**RECORDS FOR THE EXERCISE:**
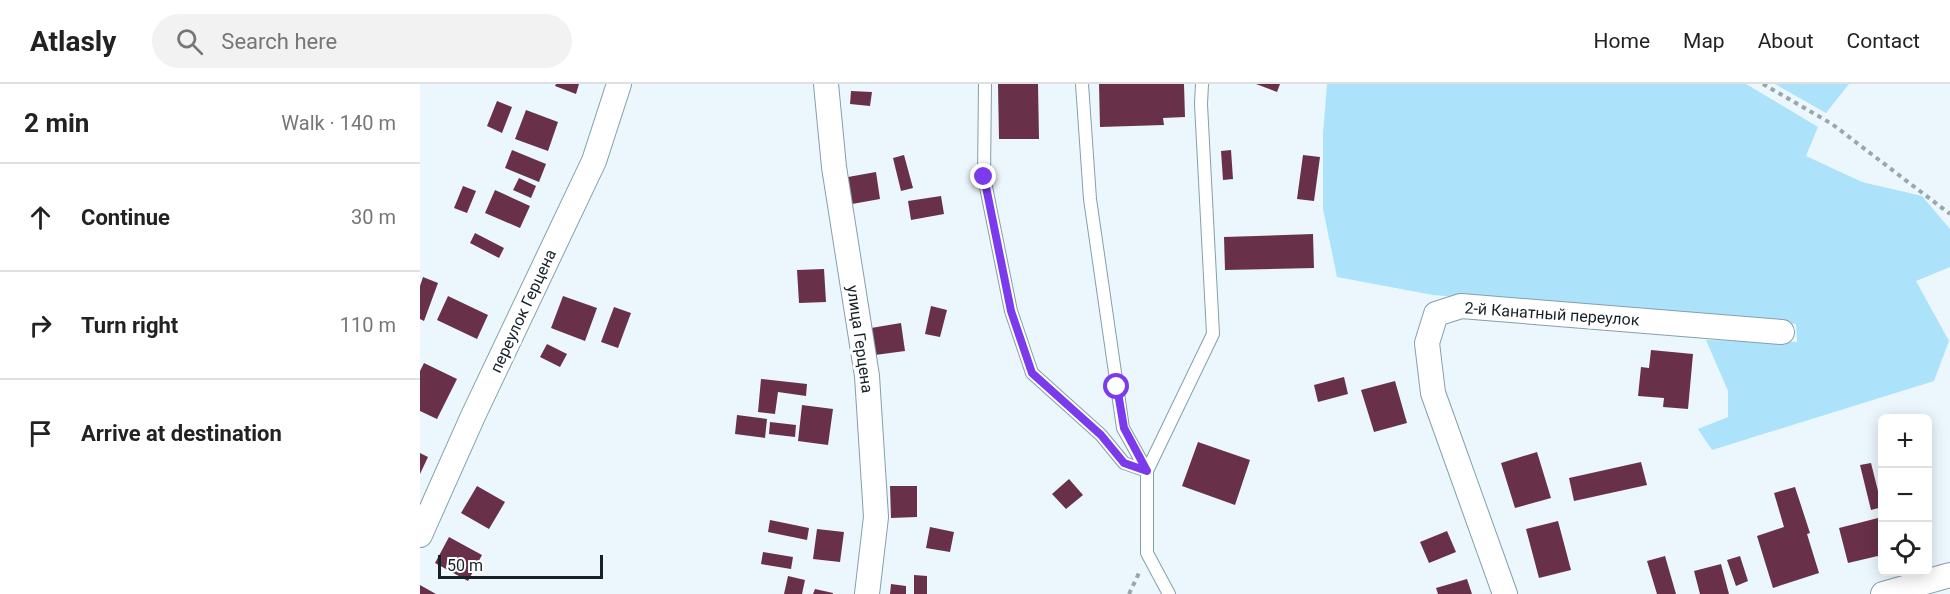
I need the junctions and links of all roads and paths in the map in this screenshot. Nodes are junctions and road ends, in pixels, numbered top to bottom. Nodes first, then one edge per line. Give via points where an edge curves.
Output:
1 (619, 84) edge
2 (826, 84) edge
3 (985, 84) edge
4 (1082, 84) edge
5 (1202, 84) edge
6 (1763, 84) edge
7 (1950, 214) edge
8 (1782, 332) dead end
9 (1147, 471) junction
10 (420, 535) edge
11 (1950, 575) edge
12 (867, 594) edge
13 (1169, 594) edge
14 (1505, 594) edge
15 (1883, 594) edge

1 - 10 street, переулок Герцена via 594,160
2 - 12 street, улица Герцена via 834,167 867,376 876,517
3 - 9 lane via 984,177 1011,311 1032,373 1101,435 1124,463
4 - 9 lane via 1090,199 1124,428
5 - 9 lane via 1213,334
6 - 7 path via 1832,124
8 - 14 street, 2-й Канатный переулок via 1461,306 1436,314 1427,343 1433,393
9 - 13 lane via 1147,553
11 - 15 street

**WORK TO COMPLETE:** Exactly repeat the data above; the pictures do not belong in your copy.

**SOLVED PROBLEM:**
I need the junctions and links of all roads and paths in the map in this screenshot. Nodes are junctions and road ends, in pixels, numbered top to bottom. Nodes first, then one edge per line. Give via points where an edge curves.
Output:
1 (619, 84) edge
2 (826, 84) edge
3 (985, 84) edge
4 (1082, 84) edge
5 (1202, 84) edge
6 (1763, 84) edge
7 (1950, 214) edge
8 (1782, 332) dead end
9 (1147, 471) junction
10 (420, 535) edge
11 (1950, 575) edge
12 (867, 594) edge
13 (1169, 594) edge
14 (1505, 594) edge
15 (1883, 594) edge

1 - 10 street, переулок Герцена via 594,160
2 - 12 street, улица Герцена via 834,167 867,376 876,517
3 - 9 lane via 984,177 1011,311 1032,373 1101,435 1124,463
4 - 9 lane via 1090,199 1124,428
5 - 9 lane via 1213,334
6 - 7 path via 1832,124
8 - 14 street, 2-й Канатный переулок via 1461,306 1436,314 1427,343 1433,393
9 - 13 lane via 1147,553
11 - 15 street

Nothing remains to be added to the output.